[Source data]
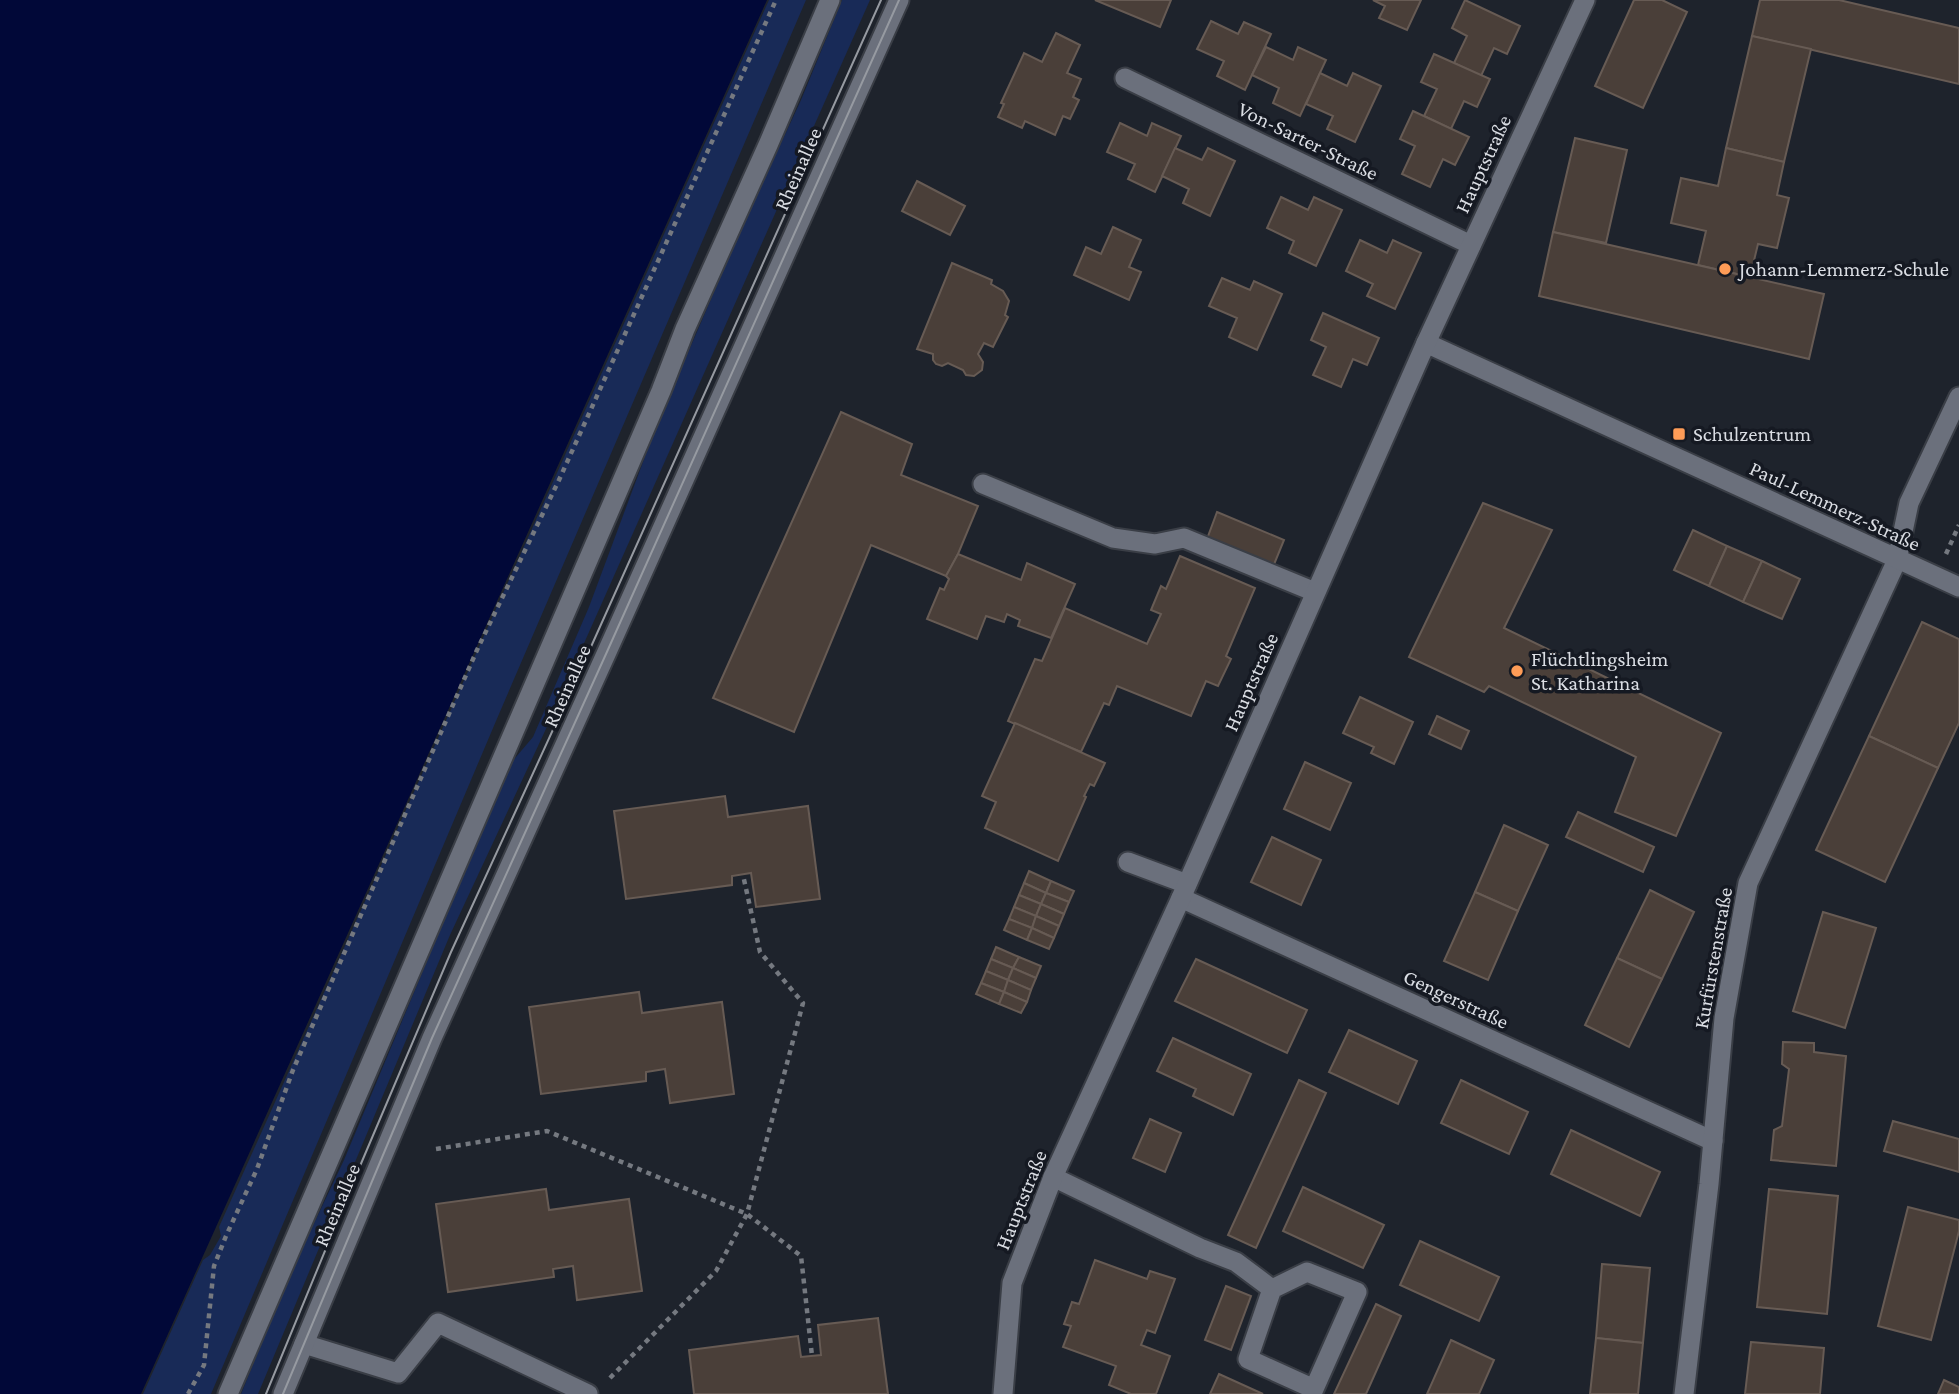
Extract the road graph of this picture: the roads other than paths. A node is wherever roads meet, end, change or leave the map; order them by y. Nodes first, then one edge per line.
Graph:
1 (830, 0) edge
2 (899, 0) edge
3 (1585, 0) edge
4 (1125, 78) dead end
5 (1471, 245) junction
6 (1426, 343) junction
7 (1959, 397) edge
8 (983, 484) dead end
9 (1897, 560) junction
10 (1959, 587) edge
11 (1315, 592) junction
12 (1128, 862) dead end
13 (1184, 891) junction
14 (1713, 1141) junction
15 (1053, 1177) junction
16 (1272, 1289) junction
17 (304, 1344) junction
18 (596, 1389) edge
19 (228, 1394) edge
20 (283, 1394) edge
21 (1003, 1394) edge
22 (1684, 1394) edge

1 - 19 street, Rheinallee
2 - 17 street, Rheinallee
3 - 5 street, Hauptstraße
4 - 5 street, Von-Sarter-Straße
5 - 6 street, Hauptstraße
6 - 9 street, Paul-Lemmerz-Straße
6 - 11 street, Hauptstraße
7 - 9 street, Kurfürstenstraße
8 - 11 street
9 - 10 street, Paul-Lemmerz-Straße
9 - 14 street, Kurfürstenstraße
11 - 13 street, Hauptstraße
12 - 13 street, Gengerstraße
13 - 14 street, Gengerstraße
13 - 15 street, Hauptstraße
14 - 22 street, Kurfürstenstraße
15 - 16 street
15 - 21 street, Hauptstraße
16 - 16 street
17 - 18 street
17 - 20 street, Rheinallee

**Task:**
No pictures go in the copy. Set down all the data exactly.

**Response:**
Extract the road graph of this picture: the roads other than paths. A node is wherever roads meet, end, change or leave the map; order them by y. Nodes first, then one edge per line.
Graph:
1 (830, 0) edge
2 (899, 0) edge
3 (1585, 0) edge
4 (1125, 78) dead end
5 (1471, 245) junction
6 (1426, 343) junction
7 (1959, 397) edge
8 (983, 484) dead end
9 (1897, 560) junction
10 (1959, 587) edge
11 (1315, 592) junction
12 (1128, 862) dead end
13 (1184, 891) junction
14 (1713, 1141) junction
15 (1053, 1177) junction
16 (1272, 1289) junction
17 (304, 1344) junction
18 (596, 1389) edge
19 (228, 1394) edge
20 (283, 1394) edge
21 (1003, 1394) edge
22 (1684, 1394) edge

1 - 19 street, Rheinallee
2 - 17 street, Rheinallee
3 - 5 street, Hauptstraße
4 - 5 street, Von-Sarter-Straße
5 - 6 street, Hauptstraße
6 - 9 street, Paul-Lemmerz-Straße
6 - 11 street, Hauptstraße
7 - 9 street, Kurfürstenstraße
8 - 11 street
9 - 10 street, Paul-Lemmerz-Straße
9 - 14 street, Kurfürstenstraße
11 - 13 street, Hauptstraße
12 - 13 street, Gengerstraße
13 - 14 street, Gengerstraße
13 - 15 street, Hauptstraße
14 - 22 street, Kurfürstenstraße
15 - 16 street
15 - 21 street, Hauptstraße
16 - 16 street
17 - 18 street
17 - 20 street, Rheinallee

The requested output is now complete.